= Afro-Brazilian feminism =

Afro-Brazilian feminism is a social movement that seeks to address systemic violence and discrimination against Afro-Brazilian women. Afro-Brazilian women created their feminism in order to mitigate the lack of space and representation given to them in mainstream/white feminism in Brazil. Overall, Afro-Brazilian feminism addresses the intersectionality between racism, sexism, and classism, due to the social and economic exclusion of Afro-Brazilian women in Brazil.

== History ==

=== Enslaved Black Women and Resistance ===
Afro-Brazilian women played a crucial role in resistant against slavery in Brazil, both overtly and covertly. They displayed agency and resistance to their enslavers in the 16th century up to emancipation in 1888. During the Trans-Atlantic Slave Trade, Brazil received over five-million enslaved people, the most of any country. During this time, women resisted in both daily acts and organized movements. For instance, one of the most note-able displays of resistance from enslaved peoples was the Quilombo Dos Palmares (c. 1605-1694) in Northern Brazil. One note-able female figure is Dandara, who is remembered as a freedom fighter who fought alongside male leaders against Dutch colonial forces who sought to destroy Palmares. Dandara is remembered for training warriors, being a leader in defense, and helping to sustain Palmares' self-sufficient economy through agriculture and trade.

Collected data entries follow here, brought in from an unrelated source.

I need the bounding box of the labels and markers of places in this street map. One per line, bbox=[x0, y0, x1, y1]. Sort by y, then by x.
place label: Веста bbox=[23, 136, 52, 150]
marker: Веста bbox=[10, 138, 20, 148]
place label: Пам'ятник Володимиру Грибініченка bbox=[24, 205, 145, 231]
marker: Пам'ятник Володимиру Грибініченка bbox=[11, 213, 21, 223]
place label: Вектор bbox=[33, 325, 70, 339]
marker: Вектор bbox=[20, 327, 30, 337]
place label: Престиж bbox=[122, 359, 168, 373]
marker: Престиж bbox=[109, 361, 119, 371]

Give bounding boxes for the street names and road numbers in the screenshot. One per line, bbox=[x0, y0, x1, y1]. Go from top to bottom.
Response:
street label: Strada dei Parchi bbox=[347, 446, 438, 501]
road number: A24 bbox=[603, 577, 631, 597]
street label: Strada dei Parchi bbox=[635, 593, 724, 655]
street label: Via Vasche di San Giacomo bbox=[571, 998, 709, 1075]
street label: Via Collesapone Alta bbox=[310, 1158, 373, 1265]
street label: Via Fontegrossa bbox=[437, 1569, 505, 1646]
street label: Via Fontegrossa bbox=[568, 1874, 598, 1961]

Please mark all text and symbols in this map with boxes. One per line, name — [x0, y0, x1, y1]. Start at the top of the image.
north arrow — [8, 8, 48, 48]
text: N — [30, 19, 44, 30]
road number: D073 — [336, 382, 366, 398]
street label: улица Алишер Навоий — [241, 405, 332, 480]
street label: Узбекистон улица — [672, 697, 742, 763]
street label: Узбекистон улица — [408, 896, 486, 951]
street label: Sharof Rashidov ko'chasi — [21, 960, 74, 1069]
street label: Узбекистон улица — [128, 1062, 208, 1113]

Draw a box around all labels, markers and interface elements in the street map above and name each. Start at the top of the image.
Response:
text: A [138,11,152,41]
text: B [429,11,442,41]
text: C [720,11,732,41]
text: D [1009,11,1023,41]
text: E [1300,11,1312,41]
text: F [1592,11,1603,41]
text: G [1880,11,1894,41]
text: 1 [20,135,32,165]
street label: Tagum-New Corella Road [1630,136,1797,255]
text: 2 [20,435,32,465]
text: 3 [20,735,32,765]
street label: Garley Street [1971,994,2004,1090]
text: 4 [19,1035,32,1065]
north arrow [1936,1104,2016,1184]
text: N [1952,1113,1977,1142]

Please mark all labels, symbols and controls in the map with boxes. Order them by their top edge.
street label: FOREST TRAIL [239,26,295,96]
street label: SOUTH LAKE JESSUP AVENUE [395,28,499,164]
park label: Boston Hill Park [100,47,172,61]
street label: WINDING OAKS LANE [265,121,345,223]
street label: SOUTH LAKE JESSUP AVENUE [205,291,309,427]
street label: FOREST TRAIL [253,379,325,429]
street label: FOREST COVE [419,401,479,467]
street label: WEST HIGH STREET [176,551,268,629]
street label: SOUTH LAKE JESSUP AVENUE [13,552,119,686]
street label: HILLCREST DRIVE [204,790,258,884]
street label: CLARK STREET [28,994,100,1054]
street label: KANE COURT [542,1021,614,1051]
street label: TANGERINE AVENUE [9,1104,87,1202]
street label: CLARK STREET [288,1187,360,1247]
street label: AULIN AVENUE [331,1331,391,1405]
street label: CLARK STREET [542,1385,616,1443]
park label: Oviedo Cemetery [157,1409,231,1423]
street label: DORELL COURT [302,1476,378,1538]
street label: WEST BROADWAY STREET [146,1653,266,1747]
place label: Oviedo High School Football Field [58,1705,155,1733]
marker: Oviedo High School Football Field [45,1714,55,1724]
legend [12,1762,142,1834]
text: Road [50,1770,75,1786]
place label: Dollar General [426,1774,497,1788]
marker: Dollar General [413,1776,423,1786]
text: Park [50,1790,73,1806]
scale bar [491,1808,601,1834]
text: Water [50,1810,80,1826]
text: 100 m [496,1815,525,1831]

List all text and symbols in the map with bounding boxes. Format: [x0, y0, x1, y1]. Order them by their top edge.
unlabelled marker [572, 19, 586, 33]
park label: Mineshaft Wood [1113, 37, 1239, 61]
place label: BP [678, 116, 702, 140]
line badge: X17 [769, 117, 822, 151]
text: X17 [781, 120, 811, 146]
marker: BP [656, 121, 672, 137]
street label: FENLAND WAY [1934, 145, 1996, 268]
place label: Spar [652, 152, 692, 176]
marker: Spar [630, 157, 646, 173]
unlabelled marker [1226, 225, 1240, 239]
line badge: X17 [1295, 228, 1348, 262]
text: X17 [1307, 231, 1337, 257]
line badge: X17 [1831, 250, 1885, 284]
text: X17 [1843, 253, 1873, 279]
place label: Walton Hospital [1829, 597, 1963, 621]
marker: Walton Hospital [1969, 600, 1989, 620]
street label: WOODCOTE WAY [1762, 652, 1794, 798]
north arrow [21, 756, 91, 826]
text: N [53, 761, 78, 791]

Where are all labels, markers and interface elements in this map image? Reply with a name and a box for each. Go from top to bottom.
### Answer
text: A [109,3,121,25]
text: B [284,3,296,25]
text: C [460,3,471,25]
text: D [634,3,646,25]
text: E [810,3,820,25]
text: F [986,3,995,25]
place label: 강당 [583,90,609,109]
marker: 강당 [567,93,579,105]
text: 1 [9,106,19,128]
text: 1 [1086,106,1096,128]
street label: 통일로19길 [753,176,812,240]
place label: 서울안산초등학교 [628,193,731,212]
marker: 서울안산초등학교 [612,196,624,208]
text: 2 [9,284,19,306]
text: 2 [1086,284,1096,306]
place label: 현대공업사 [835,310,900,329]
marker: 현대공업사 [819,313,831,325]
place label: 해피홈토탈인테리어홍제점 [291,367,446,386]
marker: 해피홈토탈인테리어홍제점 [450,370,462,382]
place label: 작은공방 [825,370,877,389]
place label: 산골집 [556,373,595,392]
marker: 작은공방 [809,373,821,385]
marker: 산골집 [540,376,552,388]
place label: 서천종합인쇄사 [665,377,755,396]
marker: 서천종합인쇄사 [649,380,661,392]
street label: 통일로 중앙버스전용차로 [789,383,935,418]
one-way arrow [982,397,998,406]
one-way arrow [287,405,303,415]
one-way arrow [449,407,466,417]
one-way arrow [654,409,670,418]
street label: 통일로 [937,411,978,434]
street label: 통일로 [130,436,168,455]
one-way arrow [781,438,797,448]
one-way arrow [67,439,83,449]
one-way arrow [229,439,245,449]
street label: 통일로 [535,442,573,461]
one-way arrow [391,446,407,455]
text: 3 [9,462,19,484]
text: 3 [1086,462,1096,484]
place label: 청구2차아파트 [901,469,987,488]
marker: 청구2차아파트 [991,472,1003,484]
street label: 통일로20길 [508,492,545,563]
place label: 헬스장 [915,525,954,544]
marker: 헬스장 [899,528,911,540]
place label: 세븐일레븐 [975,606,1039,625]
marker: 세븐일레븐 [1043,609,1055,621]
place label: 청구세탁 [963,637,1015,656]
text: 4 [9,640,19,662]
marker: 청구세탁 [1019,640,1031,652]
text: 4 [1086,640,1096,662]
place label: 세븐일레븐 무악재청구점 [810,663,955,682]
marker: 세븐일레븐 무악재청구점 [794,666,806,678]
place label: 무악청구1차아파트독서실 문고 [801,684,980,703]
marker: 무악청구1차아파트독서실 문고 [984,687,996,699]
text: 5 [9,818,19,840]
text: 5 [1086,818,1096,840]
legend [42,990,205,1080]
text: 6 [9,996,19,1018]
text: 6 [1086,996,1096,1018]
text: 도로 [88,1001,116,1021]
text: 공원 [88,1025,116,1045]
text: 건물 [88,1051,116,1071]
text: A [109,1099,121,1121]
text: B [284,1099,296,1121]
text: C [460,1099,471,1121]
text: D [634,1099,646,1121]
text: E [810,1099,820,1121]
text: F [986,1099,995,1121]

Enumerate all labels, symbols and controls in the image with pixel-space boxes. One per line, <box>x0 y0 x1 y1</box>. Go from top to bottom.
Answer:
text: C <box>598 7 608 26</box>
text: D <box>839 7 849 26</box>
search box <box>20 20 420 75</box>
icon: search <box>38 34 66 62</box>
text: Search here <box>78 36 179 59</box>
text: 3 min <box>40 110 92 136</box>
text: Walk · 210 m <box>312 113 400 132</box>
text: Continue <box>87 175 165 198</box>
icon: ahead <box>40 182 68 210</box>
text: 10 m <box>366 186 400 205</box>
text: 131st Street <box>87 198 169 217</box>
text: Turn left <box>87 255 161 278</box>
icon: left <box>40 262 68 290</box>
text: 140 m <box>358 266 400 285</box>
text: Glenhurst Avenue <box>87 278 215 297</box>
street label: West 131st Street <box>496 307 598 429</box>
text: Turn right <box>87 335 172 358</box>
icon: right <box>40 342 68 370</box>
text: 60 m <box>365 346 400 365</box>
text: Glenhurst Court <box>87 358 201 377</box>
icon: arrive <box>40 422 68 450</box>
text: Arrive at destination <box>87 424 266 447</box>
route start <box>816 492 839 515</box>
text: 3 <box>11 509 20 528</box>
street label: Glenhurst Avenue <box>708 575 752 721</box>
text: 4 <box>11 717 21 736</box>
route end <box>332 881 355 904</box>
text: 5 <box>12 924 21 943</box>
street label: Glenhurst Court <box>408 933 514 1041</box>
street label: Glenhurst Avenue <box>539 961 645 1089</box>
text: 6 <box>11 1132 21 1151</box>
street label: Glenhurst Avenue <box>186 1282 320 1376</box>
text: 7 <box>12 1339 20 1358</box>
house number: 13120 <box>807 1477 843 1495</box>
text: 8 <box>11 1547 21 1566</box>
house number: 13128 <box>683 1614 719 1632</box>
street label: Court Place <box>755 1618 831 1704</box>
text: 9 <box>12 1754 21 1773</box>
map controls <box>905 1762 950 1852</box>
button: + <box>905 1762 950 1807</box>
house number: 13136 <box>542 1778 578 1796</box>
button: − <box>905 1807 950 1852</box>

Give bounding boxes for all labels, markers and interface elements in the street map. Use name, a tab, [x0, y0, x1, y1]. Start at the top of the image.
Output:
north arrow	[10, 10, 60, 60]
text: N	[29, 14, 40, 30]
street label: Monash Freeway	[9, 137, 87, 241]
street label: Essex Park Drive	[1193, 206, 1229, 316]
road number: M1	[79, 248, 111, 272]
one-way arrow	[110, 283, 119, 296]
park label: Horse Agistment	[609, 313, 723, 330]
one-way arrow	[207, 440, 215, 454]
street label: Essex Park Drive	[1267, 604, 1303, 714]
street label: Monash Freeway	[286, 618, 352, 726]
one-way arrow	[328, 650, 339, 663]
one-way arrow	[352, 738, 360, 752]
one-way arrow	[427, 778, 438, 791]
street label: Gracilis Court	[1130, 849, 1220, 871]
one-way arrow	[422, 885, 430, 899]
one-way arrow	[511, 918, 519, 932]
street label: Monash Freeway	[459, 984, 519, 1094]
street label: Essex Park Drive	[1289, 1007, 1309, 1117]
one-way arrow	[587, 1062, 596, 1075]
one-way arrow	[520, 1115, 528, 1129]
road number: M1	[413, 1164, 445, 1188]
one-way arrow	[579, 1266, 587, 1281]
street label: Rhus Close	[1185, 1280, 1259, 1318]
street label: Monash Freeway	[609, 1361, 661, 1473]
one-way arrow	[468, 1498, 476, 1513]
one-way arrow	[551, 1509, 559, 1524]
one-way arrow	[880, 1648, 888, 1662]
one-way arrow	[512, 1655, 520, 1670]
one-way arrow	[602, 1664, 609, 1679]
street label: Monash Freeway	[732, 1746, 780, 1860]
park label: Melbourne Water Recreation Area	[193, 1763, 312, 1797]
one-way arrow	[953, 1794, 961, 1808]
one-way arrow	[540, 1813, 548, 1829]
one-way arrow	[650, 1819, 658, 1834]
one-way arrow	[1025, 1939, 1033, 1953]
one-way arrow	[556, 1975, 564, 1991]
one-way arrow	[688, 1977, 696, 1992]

Moreover, in areas like Bahia and Rio De Janeiro, women also resisted their enslavers pre and post-abolition through economic agency. Before emancipation in 1888, in some urban areas enslaved peoples could buy freedom by alforria (manumission). Some enslaved women used street markets, the ability to sell information, and hiding fugitives as opportunities. For instance, Emilia Soares de Patrocinio, born in 1805, was an enslaved women who worked as a market vendor while enslaved until she made enough to buy her own freedom in 1839. Another example an enslaved women displaying agency and resistance against slavery can be seen in Esperança Garcia. Garcia was enslaved on a Jesuit plantation where she learned to read and write. In 1770, Garcia wrote a petition to the president of the province of São José do Piauí, Gonçalo Pereira Botelho de Castro, where she denounced the act of slavery and the suffering she and her young son had endured including detailed descriptions of beatings.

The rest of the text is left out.